Johnson’s office did not provide a comment about the current status of his bill. During the January markup, he said: “One of the worst kept secrets in Washington is how frequently lobbyists violate our foreign registration laws by accepting millions of dollars from foreign principals without disclosing a thing about those relationships.”
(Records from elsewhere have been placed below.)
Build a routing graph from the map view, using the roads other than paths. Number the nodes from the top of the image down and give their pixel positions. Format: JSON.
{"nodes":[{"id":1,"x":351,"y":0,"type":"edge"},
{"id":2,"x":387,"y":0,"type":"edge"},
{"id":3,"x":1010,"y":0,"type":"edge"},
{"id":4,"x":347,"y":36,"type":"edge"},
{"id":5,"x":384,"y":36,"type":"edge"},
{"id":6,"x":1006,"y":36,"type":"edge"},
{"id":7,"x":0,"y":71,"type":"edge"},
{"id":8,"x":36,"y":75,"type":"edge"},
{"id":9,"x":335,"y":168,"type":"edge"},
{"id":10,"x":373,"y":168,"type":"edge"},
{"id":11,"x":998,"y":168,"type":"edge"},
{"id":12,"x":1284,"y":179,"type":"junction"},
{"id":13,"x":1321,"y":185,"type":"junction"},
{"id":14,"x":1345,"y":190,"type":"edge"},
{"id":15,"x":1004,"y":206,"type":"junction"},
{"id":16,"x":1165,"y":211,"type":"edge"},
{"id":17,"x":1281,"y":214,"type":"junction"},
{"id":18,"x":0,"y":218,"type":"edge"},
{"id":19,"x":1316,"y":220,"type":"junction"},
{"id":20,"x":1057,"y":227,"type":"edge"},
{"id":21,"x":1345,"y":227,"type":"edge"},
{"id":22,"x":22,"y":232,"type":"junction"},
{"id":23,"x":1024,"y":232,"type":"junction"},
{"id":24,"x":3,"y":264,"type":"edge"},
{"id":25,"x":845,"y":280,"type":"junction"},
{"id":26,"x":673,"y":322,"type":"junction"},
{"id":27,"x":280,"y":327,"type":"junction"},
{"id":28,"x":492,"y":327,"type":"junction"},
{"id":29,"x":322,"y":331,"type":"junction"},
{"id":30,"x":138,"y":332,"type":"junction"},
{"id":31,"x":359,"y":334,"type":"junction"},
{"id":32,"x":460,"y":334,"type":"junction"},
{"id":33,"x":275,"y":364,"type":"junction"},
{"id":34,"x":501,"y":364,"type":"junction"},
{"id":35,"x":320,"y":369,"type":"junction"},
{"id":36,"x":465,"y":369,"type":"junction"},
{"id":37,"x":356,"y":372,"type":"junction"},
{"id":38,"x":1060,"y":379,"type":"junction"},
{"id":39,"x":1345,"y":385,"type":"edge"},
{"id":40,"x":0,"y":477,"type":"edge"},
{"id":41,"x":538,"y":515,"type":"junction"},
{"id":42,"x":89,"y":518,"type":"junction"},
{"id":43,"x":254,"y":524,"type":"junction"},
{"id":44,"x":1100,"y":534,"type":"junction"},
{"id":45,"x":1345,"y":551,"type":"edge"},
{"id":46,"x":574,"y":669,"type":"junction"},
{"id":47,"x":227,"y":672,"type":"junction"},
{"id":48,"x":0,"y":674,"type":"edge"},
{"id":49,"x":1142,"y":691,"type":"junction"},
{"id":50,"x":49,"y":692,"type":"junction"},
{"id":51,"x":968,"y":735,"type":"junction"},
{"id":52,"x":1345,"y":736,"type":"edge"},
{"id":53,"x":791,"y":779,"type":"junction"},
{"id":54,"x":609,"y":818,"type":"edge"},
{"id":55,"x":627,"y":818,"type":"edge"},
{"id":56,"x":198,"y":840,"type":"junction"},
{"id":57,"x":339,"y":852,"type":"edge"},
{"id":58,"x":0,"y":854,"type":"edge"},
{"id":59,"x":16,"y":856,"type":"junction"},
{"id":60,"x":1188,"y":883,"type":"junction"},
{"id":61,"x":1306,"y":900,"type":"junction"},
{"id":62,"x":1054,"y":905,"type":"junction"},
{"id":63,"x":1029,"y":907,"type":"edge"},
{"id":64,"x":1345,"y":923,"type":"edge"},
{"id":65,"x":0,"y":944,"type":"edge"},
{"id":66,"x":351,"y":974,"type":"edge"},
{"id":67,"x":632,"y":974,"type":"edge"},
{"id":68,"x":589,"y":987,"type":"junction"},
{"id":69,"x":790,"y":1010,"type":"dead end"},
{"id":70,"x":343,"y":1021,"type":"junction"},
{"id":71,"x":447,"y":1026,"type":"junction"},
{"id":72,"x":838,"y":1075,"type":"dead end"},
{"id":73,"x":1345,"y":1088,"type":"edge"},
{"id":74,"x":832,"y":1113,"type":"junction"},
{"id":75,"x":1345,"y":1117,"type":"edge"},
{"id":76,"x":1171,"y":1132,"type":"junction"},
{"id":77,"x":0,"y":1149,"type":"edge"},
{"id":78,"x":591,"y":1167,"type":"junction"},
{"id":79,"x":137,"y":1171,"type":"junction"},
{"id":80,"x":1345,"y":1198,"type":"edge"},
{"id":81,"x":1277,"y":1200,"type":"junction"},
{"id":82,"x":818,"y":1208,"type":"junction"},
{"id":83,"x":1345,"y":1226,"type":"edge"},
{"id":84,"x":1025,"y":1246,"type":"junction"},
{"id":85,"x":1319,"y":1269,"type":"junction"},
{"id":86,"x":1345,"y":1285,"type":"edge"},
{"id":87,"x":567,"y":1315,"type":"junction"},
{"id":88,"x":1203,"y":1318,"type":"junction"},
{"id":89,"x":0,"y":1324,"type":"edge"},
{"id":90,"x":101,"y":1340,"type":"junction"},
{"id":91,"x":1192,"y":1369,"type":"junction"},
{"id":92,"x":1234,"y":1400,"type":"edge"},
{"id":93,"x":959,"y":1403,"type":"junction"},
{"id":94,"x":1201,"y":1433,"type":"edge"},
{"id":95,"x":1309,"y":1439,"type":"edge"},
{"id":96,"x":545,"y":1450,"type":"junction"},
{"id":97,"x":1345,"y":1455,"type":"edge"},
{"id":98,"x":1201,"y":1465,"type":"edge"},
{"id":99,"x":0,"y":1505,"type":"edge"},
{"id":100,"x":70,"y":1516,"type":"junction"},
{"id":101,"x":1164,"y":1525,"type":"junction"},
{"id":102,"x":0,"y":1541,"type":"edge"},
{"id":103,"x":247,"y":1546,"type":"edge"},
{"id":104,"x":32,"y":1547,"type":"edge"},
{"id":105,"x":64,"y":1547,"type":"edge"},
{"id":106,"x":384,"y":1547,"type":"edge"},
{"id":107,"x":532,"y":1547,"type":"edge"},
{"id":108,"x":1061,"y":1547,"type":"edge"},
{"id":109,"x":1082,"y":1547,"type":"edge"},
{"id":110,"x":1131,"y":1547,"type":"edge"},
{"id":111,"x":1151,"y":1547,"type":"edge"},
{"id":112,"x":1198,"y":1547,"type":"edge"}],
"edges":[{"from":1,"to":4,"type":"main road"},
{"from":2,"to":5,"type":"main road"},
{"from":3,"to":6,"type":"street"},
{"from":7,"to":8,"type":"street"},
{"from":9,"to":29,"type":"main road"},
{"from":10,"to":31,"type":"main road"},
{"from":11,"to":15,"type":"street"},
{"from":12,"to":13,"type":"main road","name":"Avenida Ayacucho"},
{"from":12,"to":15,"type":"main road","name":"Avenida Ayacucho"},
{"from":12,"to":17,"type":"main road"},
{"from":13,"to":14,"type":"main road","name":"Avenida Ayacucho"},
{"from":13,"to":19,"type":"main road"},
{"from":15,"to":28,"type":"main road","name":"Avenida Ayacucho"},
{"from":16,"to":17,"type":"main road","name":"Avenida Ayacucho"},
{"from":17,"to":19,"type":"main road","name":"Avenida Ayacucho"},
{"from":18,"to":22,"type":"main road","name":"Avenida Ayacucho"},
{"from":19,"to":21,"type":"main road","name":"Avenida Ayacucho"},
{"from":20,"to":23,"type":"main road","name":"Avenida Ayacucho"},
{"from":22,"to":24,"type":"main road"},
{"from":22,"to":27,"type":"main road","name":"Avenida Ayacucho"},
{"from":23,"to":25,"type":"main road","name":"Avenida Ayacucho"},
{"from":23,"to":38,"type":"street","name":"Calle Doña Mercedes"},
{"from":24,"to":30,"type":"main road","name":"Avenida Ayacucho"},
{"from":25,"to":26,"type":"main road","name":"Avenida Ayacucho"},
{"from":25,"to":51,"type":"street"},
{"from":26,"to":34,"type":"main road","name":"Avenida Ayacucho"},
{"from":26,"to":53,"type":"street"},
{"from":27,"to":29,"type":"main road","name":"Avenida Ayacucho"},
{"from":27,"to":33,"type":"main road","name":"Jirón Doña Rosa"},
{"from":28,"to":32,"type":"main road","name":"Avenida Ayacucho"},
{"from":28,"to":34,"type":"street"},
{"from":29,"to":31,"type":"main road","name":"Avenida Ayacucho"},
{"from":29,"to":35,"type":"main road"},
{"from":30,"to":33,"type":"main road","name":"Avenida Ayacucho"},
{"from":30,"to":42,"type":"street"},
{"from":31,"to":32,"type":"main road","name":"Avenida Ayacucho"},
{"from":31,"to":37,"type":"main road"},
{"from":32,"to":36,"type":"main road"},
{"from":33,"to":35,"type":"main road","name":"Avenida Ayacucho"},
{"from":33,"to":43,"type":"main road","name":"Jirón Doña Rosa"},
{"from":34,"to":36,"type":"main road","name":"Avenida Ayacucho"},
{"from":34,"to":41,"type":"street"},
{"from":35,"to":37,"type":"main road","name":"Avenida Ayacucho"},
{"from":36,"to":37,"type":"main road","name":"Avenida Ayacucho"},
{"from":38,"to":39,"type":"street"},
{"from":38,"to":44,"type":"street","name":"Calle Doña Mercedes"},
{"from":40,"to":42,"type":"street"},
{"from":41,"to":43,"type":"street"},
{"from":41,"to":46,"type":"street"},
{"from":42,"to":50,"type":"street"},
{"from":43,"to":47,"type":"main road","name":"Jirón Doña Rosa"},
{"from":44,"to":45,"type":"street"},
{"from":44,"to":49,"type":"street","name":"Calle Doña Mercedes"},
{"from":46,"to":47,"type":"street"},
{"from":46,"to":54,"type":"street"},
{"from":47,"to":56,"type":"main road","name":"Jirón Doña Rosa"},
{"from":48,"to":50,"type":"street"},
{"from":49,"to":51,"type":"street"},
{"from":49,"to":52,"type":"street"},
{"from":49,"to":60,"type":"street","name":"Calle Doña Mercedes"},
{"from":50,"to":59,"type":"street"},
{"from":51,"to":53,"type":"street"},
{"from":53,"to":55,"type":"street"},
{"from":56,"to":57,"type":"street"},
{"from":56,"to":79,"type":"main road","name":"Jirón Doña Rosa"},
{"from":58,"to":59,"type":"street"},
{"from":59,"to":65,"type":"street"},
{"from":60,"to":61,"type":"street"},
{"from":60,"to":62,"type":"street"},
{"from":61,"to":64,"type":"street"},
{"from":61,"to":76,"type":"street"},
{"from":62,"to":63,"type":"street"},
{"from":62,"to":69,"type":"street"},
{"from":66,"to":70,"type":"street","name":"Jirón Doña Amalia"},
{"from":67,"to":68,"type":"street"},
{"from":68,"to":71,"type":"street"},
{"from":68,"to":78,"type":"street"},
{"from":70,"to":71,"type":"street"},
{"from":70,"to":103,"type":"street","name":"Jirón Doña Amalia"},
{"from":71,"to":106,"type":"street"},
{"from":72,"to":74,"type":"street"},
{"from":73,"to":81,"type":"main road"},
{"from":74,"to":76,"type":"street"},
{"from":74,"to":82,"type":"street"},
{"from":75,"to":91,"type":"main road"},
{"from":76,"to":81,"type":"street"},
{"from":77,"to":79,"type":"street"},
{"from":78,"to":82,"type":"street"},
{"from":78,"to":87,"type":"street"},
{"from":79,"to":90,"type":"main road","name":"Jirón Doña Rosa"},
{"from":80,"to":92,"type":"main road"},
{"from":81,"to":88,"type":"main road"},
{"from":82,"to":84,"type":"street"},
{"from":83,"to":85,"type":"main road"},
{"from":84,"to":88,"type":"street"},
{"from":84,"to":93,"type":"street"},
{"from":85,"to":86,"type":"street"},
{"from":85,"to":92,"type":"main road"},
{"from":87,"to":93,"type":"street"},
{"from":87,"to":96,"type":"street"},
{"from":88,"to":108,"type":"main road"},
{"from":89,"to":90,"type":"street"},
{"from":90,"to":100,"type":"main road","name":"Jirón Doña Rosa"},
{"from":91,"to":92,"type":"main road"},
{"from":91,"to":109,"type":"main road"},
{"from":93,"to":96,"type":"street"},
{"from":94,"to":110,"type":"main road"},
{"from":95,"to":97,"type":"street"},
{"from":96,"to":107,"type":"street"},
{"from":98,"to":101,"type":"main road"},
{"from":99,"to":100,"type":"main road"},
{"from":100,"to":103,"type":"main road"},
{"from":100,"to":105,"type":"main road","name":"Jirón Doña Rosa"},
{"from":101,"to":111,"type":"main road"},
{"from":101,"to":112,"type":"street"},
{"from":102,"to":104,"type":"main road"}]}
Robert Kelner, a partner at Covington & Burling and an expert on FARA, said the bills take a “blunt” approach to foreign lobbying that could inadvertently sweep in even U.S.-based companies as foreign agents. Kelner represents Michael Flynn, a former Trump national security adviser who has pleaded guilty in the Mueller probe.

Lax enforcement

The Justice Department’s own inspector general issued a report in 2016 calling enforcement of the law lax. The Johnson and Grassley bills would give the FARA unit new subpoena-like authority, another point of controversy for Democratic lawmakers who say they are reluctant to give the Trump administration’s DOJ more power.

It was during the Mueller investigation that previously unregistered foreign lobbying came to light. Lobbying firms that worked with Manafort on a Ukrainian client — the Podesta Group, which collapsed last year, and Mercury LLC — subsequently filed retroactive disclosures.

The Johnson-Grassley bills have the support of watchdog groups such as Common Cause, Issue One and Public Citizen.

Public Citizen’s Craig Holman said he’s been “spending a great deal of my time lobbying on both bills.”

He has been meeting with Democrats on the Senate Foreign Relations panel, he said, adding that they are reluctant to sign on to the measure because of arguments from the International Center for Not-for-Profit Law, which has concerns about changes to the system and the underlying law itself.

“We do think that before you can increase enforcement of the act, you need to fix the act,” said Nick Robinson the center’s legal adviser for U.S. programs. “It’s 80 years old now. It is far too broad and sweeping and captures all sort of nonprofit organizations that I don’t think anyone intended it to catch.”

“It should be about agents of foreign governments,” Robinson added.

The European Centre for a Modern Ukraine, the client of Manafort and the two lobbying firms, was a nonprofit organization reportedly controlled by Ukraine’s former president Viktor Yanukovych.

Who’s a foreign agent?

Still, Congress should spell out the definitions of the foreign agents law, Robinson said, adding that his group’s goal is not to abolish FARA.

Public Citizen’s Holman said he is lobbying to end the exemption for foreign corporations under the law, something he believes made it easier for Manafort’s team to skirt the disclosures before the special counsel investigation.

“It’s so easy to hide behind representing some sort of U.S. subsidiary of a corporation or a nonprofit,” Holman said.

Despite the competing lobbying campaigns over the measures, Holman said he still sees an overhaul to the foreign lobbying law as a doable endeavor this year.

“I’m more optimistic on this bill than I am on most others,” he said.